YOUR GOAL >> This exercise asks for the entries to be repeated exactly, without their images.

Pose landmark coordinates:
━━━━━━

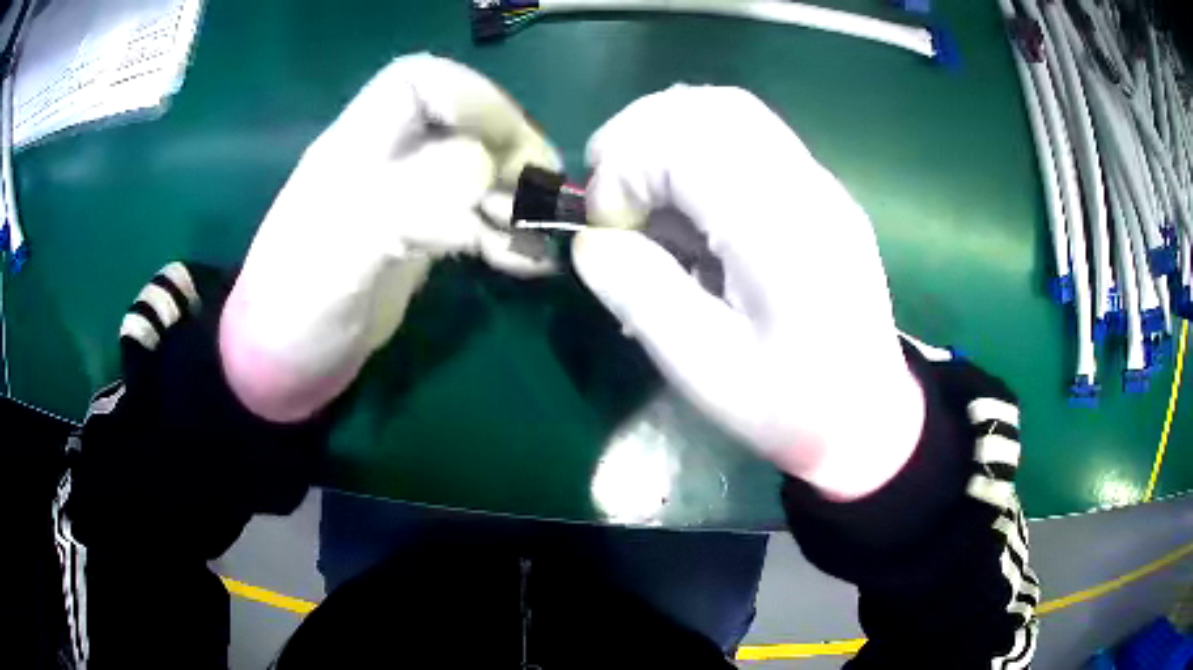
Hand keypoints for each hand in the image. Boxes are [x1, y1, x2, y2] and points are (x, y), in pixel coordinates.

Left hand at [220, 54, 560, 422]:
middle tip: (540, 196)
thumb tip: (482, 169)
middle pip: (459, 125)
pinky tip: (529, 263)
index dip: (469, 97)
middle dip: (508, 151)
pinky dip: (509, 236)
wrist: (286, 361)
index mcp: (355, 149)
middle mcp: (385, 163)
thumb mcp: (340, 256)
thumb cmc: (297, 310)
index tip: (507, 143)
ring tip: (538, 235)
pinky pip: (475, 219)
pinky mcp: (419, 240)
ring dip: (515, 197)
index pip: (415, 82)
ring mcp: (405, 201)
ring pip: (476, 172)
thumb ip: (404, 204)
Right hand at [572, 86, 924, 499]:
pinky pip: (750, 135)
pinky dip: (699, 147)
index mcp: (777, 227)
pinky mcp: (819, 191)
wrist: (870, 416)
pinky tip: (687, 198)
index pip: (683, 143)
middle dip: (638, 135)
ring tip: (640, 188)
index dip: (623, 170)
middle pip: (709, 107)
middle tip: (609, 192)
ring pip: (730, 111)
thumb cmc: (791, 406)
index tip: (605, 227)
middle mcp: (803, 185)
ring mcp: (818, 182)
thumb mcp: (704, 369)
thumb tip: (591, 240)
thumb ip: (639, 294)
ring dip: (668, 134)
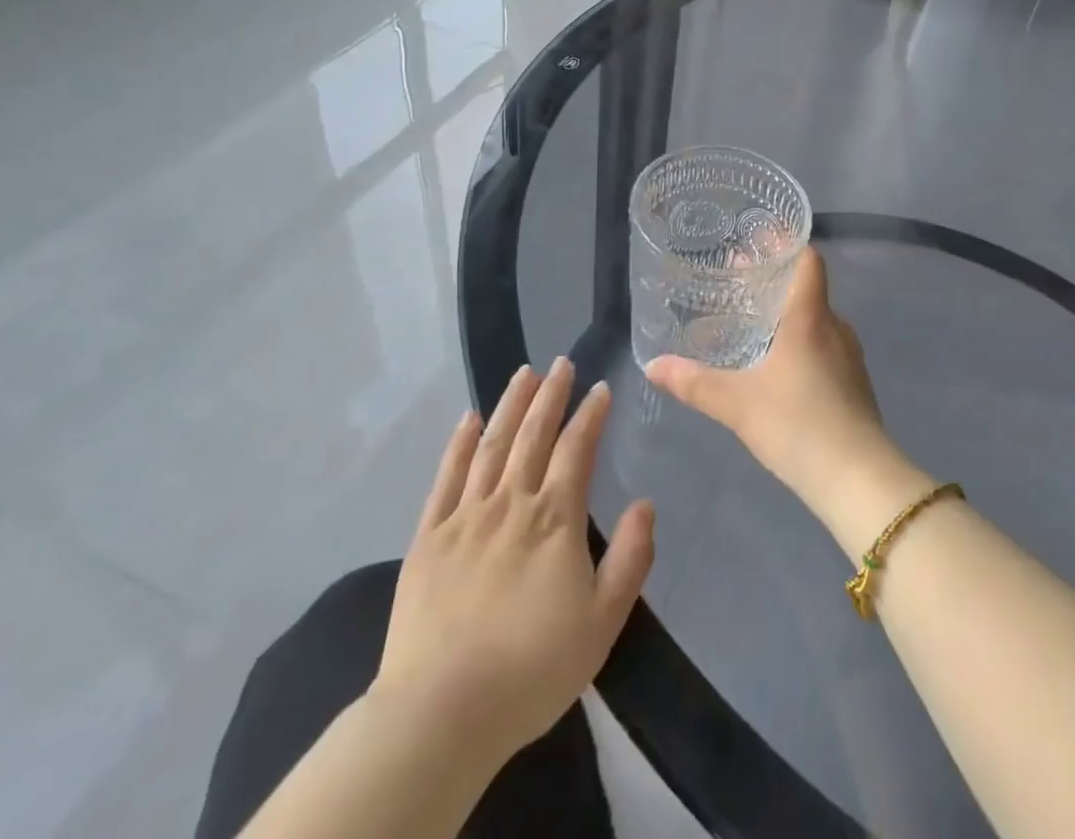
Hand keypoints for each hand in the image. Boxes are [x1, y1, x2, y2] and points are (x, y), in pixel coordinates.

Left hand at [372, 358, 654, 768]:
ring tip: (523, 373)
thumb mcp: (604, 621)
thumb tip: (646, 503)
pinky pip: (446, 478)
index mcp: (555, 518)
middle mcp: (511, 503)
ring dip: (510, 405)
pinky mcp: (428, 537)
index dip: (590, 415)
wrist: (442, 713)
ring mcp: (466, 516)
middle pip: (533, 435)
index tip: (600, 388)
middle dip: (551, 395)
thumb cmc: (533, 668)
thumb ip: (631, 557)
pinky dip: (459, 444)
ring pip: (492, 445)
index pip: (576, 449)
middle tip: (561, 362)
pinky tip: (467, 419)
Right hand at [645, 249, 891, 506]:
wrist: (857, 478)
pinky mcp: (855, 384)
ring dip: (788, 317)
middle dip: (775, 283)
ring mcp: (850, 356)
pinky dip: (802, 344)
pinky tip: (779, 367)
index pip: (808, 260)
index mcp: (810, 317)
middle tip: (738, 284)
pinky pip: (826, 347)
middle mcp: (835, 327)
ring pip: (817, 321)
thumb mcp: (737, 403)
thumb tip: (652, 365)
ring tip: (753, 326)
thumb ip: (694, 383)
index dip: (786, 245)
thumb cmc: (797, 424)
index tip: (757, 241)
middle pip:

━━━━━━

SOLUTION >>
Hand keypoints for each hand in the image. Boxes are [x1, y1, x2, y2] and points are (x, y), in pixel coordinates.

Left hand at [220, 54, 560, 422]:
middle tip: (540, 196)
thumb tip: (482, 169)
middle pip: (459, 125)
pinky tip: (529, 263)
index dip: (469, 97)
middle dip: (508, 151)
pinky dip: (509, 236)
wrist: (286, 361)
index mcp: (355, 149)
middle mcp: (385, 163)
thumb mcp: (340, 256)
thumb cmc: (297, 310)
index tip: (507, 143)
ring tip: (538, 235)
pinky pip: (475, 219)
pinky mcp: (419, 240)
ring dip: (515, 197)
index pip: (415, 82)
ring mcp: (405, 201)
ring pip: (476, 172)
thumb ip: (404, 204)
Right hand at [572, 86, 924, 499]:
pinky pip: (750, 135)
pinky dip: (699, 147)
index mcp: (777, 227)
pinky mcp: (819, 191)
wrist: (870, 416)
pinky tip: (687, 198)
index pip: (683, 143)
middle dip: (638, 135)
ring tip: (640, 188)
index dip: (623, 170)
middle pip: (709, 107)
middle tip: (609, 192)
ring pip: (730, 111)
thumb cmc: (791, 406)
index tip: (605, 227)
middle mcp: (803, 185)
ring mcp: (818, 182)
thumb mcp: (704, 369)
thumb tip: (591, 240)
thumb ip: (639, 294)
ring dip: (668, 134)
Hand keypoints for each hand in the image. Boxes are [x1, y1, x2, y2] and points are (x, y), in pixel coordinates.

Left hand at [372, 358, 654, 768]:
ring tip: (523, 373)
thumb mcp: (604, 621)
thumb tip: (646, 503)
pinky pip: (446, 478)
index mcp: (555, 518)
middle mcp: (511, 503)
ring dip: (510, 405)
pinky mcp: (428, 537)
index dip: (590, 415)
wrist: (442, 713)
ring mcp: (466, 516)
middle pip: (533, 435)
index tip: (600, 388)
middle dip: (551, 395)
thumb cmc: (533, 668)
thumb ip: (631, 557)
pinky dip: (459, 444)
ring pip: (492, 445)
index pip: (576, 449)
middle tip: (561, 362)
pinky tip: (467, 419)
Right hand at [645, 249, 891, 506]:
wrist: (857, 478)
pinky mcp: (855, 384)
ring dip: (788, 317)
middle dip: (775, 283)
ring mcp: (850, 356)
pinky dip: (802, 344)
pinky tip: (779, 367)
index pip: (808, 260)
index mcp: (810, 317)
middle tip: (738, 284)
pinky pip: (826, 347)
middle mcp: (835, 327)
ring pip: (817, 321)
thumb mcp: (737, 403)
thumb tip: (652, 365)
ring tip: (753, 326)
thumb ip: (694, 383)
index dip: (786, 245)
thumb cmc: (797, 424)
index tip: (757, 241)
middle pip:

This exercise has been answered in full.